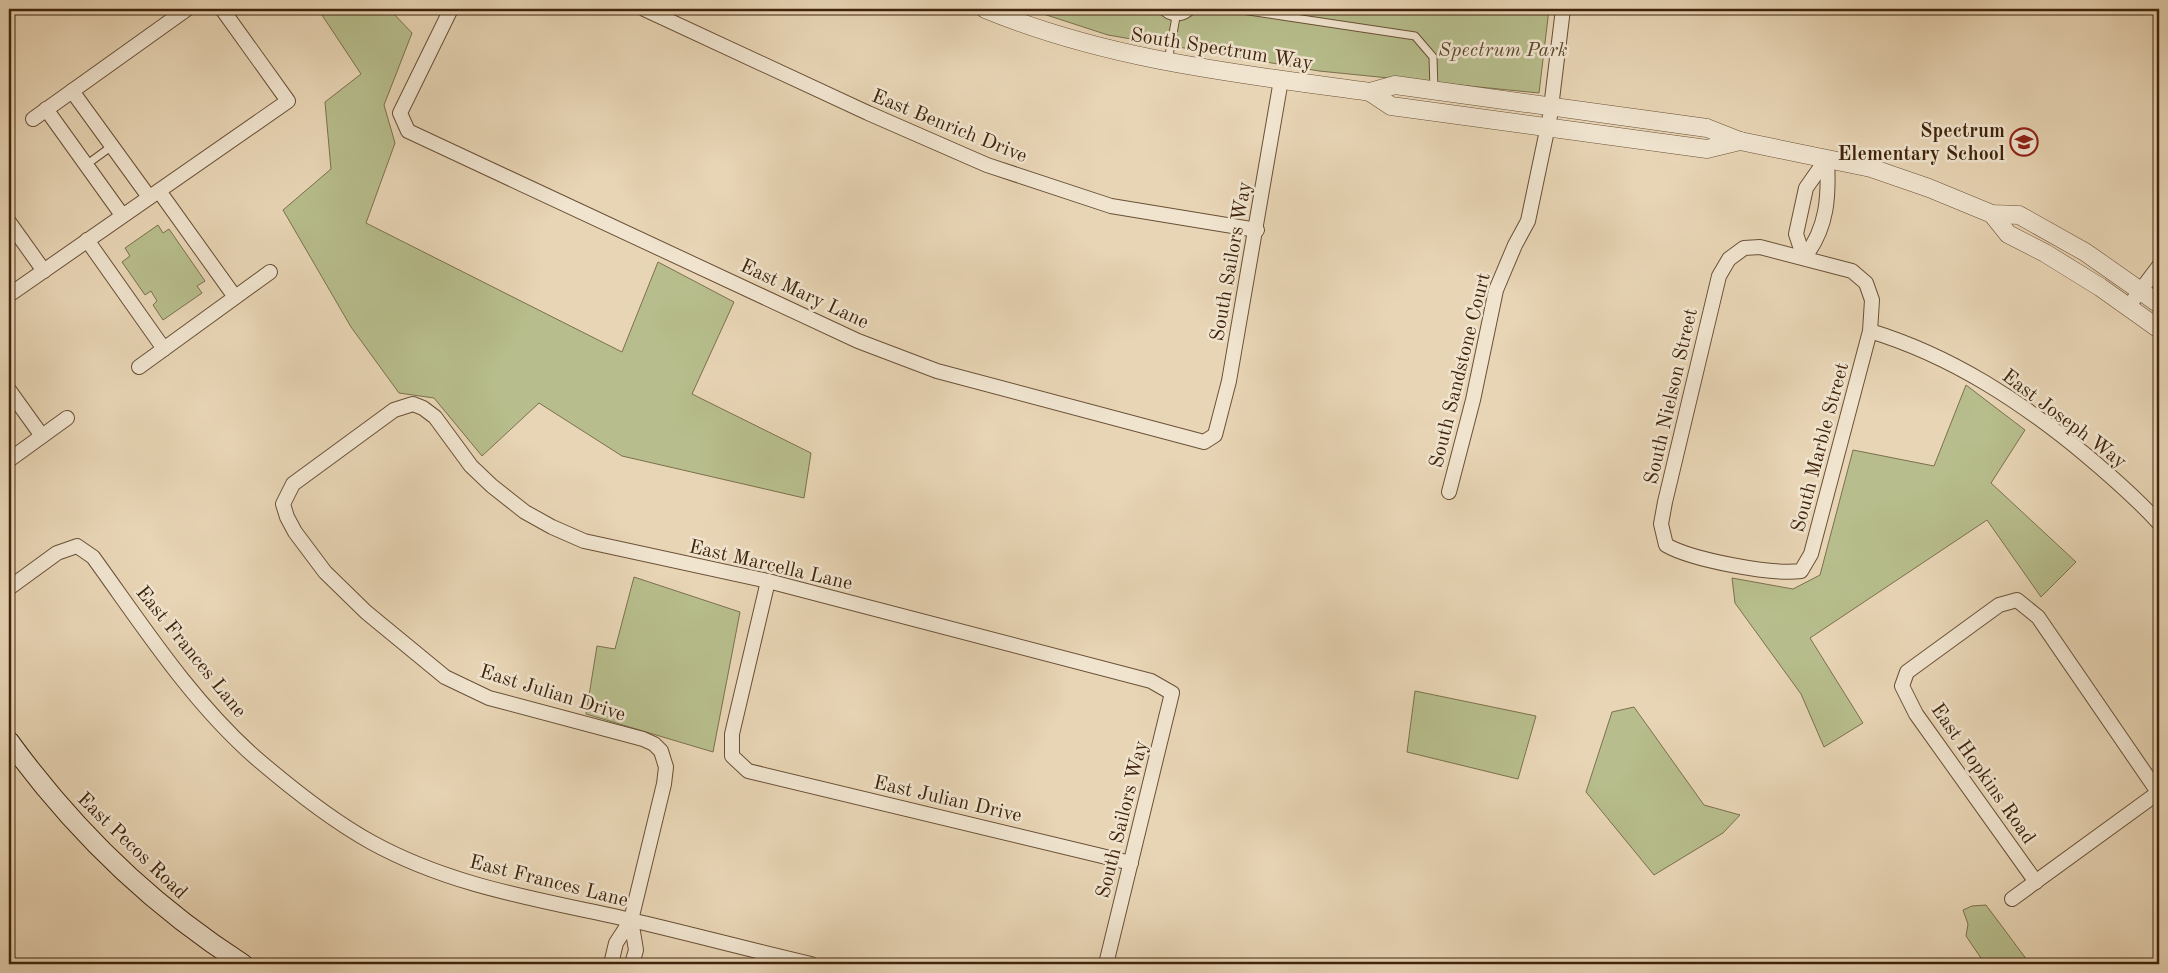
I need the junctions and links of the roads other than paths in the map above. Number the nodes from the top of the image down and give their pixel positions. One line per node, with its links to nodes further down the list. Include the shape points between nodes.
1 (187, 9): 13 (street)
2 (222, 9): 22 (street, via 288,101)
3 (451, 9): 43 (street, East Mary Lane, via 400,113 408,131 858,340 937,370)
4 (644, 9): 26 (street, East Benrich Drive, via 987,165 1111,206)
5 (985, 9): 11 (street, South Spectrum Way, via 1053,35)
6 (1161, 9): 10 (lane)
7 (1193, 9): 10 (lane, via 1189,14)
8 (1235, 9): 14 (lane, via 1415,36 1433,58)
9 (1563, 9): 17 (street)
10 (1176, 18): 11 (lane)
11 (1168, 64): 12 (street, South Spectrum Way)
12 (1281, 80): 15 (street, South Spectrum Way); 26 (street, South Sailors Way)
13 (72, 90): 16 (street); 19 (street)
14 (1434, 91): 15 (street, South Spectrum Way, via 1396,85); 17 (street, South Spectrum Way)
15 (1370, 92): 17 (street, South Spectrum Way, via 1391,106)
16 (46, 109): 18 (street); 21 (street)
17 (1550, 117): 20 (street, South Spectrum Way, via 1707,128 1740,141); 45 (street, South Sandstone Court, via 1528,220 1496,290 1473,400)
18 (33, 119)
19 (112, 146): 21 (lane); 22 (street)
20 (1827, 158): 23 (street, South Spectrum Way, via 1899,177); 28 (street, via 1829,195 1817,241); 28 (street, via 1806,188 1796,234)
21 (86, 165): 24 (street)
22 (154, 194): 24 (street); 33 (street)
23 (1992, 214): 34 (street, South Spectrum Way, via 2019,216 2085,252); 35 (street, South Spectrum Way, via 2008,234 2046,253)
24 (122, 215): 27 (street)
25 (9, 222): 30 (street)
26 (1257, 230): 43 (street, South Sailors Way, via 1229,381 1215,435)
27 (86, 240): 30 (street); 37 (street)
28 (1804, 258): 36 (street, via 1852,271 1866,283 1872,300); 47 (street, South Nielson Street, via 1760,247 1744,248 1729,259 1719,276 1661,524 1666,545 1682,554 1784,573)
29 (2159, 266): 34 (street)
30 (44, 271): 32 (street)
31 (270, 272): 33 (street)
32 (9, 295)
33 (235, 297): 37 (street)
34 (2150, 297): 35 (street); 35 (street)
35 (2143, 317)
36 (1870, 331): 46 (street, East Joseph Way, via 1904,342 1959,367 2007,395 2108,474); 47 (street, South Marble Street, via 1811,554)
37 (164, 349): 38 (street)
38 (139, 367)
39 (9, 390): 42 (street)
40 (413, 404): 48 (street, East Marcella Lane, via 435,417 471,466 492,486 525,512 552,527 614,549); 56 (street, East Julian Drive, via 394,410 293,484 283,504 287,517 326,572 366,612 445,677 489,698 643,739 661,751 666,767 664,784)
41 (67, 418): 42 (street)
42 (42, 436): 44 (street)
43 (1204, 442)
44 (9, 460)
45 (1449, 492)
46 (2159, 524)
47 (1801, 571)
48 (768, 581): 50 (street, East Marcella Lane, via 1151,680); 53 (street, East Julian Drive, via 732,734 732,756 748,771)
49 (9, 588): 56 (street, East Frances Lane, via 58,553 77,546 93,557 207,708 255,757 354,831 433,870 494,891)
50 (1162, 687): 53 (street, South Sailors Way, via 1172,693)
51 (10, 746): 57 (main road, East Pecos Road, via 117,866 180,921)
52 (2159, 792): 54 (street); 54 (street, East Hopkins Road, via 2038,617 2017,600 1999,605 1907,672 1902,686 1916,714)
53 (1131, 863): 61 (street, South Sailors Way)
54 (2036, 882): 55 (street)
55 (2012, 899)
56 (631, 920): 58 (street, via 616,943); 59 (street, via 636,950); 60 (street, East Frances Lane)
57 (243, 964)
58 (611, 964)
59 (632, 964)
60 (811, 964)
61 (1106, 964)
···
Problem to work on
Only the lines holding the string "Marcella" are needed; copy each of them from the material above.

Answer for this exercise
40 (413, 404): 48 (street, East Marcella Lane, via 435,417 471,466 492,486 525,512 552,527 614,549); 56 (street, East Julian Drive, via 394,410 293,484 283,504 287,517 326,572 366,612 445,677 489,698 643,739 661,751 666,767 664,784)
48 (768, 581): 50 (street, East Marcella Lane, via 1151,680); 53 (street, East Julian Drive, via 732,734 732,756 748,771)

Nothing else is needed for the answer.